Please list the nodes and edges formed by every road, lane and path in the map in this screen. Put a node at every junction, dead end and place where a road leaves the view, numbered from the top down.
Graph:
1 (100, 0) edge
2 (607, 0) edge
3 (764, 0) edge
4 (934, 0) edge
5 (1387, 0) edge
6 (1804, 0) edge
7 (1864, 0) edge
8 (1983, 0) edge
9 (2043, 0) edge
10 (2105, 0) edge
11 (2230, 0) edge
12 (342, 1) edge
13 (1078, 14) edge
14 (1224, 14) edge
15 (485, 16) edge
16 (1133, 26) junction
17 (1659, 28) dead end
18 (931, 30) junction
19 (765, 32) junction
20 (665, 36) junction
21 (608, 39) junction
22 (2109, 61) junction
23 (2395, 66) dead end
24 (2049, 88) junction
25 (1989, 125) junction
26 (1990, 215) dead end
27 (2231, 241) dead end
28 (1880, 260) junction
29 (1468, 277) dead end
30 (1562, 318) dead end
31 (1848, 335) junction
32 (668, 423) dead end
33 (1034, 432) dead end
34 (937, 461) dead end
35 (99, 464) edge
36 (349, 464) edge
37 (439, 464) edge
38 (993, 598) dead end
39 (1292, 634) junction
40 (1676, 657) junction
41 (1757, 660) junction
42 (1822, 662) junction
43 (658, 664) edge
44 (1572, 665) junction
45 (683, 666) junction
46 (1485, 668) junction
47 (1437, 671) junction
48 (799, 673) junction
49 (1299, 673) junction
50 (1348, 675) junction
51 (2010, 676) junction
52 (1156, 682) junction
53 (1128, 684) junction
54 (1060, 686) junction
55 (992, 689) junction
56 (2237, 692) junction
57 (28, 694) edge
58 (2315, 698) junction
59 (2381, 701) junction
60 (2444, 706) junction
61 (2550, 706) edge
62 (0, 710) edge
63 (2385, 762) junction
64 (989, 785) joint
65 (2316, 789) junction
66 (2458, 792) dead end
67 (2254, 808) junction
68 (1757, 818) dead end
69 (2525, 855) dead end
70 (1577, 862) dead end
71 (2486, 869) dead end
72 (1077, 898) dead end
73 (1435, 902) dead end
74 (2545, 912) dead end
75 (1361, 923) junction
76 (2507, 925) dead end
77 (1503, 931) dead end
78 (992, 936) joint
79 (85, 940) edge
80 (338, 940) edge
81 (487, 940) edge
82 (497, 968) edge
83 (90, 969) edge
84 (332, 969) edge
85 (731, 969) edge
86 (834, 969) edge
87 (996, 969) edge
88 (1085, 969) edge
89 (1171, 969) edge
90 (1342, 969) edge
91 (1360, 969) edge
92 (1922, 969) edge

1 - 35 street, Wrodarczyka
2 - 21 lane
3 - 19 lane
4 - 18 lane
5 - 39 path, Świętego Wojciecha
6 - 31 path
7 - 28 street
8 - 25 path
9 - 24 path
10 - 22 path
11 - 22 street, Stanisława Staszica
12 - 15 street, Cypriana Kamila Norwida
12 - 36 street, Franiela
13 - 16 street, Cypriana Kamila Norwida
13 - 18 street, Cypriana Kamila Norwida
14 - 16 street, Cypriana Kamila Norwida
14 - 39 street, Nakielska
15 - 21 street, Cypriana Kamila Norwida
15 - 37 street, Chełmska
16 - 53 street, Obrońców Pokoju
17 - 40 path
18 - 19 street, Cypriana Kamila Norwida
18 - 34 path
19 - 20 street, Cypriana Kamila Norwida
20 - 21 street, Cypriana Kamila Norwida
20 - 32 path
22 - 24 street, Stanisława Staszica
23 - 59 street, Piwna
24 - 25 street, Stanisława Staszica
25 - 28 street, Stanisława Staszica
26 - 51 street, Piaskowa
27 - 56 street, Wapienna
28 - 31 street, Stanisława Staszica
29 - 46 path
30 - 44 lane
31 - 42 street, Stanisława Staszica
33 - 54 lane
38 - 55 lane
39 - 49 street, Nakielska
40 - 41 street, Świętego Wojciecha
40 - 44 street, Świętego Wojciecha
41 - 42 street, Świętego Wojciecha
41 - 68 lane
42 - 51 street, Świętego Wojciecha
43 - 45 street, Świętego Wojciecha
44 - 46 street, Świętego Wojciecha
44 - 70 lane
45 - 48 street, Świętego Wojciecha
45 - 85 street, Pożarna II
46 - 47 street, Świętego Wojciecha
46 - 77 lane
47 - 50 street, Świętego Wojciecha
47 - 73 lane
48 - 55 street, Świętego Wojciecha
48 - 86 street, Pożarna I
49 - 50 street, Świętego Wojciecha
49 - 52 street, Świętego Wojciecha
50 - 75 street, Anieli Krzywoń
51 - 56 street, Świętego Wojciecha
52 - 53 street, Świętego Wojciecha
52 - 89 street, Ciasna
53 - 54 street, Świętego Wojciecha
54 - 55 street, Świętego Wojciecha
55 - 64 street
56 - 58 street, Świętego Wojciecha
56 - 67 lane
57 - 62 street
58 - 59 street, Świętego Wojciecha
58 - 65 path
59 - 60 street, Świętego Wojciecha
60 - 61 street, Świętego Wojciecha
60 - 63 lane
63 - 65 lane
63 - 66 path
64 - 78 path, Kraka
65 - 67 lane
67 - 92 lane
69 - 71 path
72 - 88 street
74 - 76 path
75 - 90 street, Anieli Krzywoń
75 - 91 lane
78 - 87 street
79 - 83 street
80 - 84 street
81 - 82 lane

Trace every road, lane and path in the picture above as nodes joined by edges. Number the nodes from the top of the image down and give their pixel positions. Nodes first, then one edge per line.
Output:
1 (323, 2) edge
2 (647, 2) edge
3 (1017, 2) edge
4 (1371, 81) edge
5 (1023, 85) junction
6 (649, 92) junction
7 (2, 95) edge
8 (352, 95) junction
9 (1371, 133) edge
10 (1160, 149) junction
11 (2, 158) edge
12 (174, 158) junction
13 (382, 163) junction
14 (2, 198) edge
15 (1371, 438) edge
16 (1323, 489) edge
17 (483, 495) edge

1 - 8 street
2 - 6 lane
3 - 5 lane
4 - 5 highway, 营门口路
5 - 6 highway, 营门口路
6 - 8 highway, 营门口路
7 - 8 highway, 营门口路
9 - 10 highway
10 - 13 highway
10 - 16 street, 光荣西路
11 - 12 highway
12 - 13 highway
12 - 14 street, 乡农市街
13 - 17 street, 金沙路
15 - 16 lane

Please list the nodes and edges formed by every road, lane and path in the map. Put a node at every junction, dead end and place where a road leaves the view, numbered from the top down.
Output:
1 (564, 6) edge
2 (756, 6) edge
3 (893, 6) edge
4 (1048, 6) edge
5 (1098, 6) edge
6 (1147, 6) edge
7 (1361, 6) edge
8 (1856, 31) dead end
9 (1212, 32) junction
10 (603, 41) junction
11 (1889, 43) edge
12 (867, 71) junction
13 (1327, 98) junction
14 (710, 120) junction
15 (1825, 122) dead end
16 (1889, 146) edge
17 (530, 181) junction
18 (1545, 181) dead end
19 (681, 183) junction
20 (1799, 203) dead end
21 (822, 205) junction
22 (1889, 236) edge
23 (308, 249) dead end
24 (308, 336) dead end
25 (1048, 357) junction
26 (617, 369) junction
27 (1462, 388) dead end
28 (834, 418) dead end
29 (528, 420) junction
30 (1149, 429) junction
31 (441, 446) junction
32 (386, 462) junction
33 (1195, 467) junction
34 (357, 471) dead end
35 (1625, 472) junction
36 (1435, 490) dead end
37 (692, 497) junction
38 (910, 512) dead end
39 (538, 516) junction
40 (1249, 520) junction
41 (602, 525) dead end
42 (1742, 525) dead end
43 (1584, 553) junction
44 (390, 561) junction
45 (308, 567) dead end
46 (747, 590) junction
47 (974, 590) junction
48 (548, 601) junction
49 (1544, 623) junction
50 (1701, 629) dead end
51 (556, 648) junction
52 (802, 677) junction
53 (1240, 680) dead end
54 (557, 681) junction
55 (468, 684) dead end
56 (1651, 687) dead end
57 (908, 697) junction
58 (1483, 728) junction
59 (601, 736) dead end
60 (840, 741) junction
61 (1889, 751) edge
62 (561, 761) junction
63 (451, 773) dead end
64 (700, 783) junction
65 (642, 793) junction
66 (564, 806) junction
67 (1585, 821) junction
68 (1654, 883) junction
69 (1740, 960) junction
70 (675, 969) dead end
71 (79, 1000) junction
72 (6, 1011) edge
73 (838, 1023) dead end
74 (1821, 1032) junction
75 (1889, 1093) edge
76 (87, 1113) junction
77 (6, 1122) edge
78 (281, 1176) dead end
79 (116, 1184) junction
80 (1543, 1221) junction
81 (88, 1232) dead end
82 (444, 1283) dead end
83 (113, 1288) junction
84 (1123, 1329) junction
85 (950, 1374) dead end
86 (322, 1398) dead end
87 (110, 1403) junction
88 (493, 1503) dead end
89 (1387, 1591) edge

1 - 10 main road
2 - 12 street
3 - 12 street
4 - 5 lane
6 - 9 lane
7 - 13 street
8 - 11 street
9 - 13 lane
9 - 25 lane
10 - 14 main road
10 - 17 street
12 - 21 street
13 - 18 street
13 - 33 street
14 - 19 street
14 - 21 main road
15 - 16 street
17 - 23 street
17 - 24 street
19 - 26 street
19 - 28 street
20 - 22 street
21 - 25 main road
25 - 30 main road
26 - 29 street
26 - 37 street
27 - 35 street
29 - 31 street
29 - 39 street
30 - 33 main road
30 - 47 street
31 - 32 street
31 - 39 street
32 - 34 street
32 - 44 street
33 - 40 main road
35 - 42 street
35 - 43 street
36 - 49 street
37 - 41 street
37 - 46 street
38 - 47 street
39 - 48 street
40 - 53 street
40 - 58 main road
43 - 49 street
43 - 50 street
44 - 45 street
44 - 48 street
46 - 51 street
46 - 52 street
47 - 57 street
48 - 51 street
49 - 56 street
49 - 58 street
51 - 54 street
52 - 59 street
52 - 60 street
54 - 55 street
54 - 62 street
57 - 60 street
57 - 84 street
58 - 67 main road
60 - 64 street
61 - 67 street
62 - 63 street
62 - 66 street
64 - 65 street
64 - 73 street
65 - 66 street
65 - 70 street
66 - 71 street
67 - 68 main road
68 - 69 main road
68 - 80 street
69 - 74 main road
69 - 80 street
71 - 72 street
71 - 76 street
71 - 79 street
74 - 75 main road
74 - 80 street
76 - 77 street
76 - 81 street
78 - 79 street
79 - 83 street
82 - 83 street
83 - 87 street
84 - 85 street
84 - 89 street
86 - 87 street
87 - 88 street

· · · · · · ·

The problem: Take each line in the listing that has the word "place" and copy it.

Task output:
Please list the nodes and edges formed by every road, lane and path in the map in this screen. Put a node at every junction, dead end and place where a road leaves the view, numbered from the top down.
Please list the nodes and edges formed by every road, lane and path in the map. Put a node at every junction, dead end and place where a road leaves the view, numbered from the top down.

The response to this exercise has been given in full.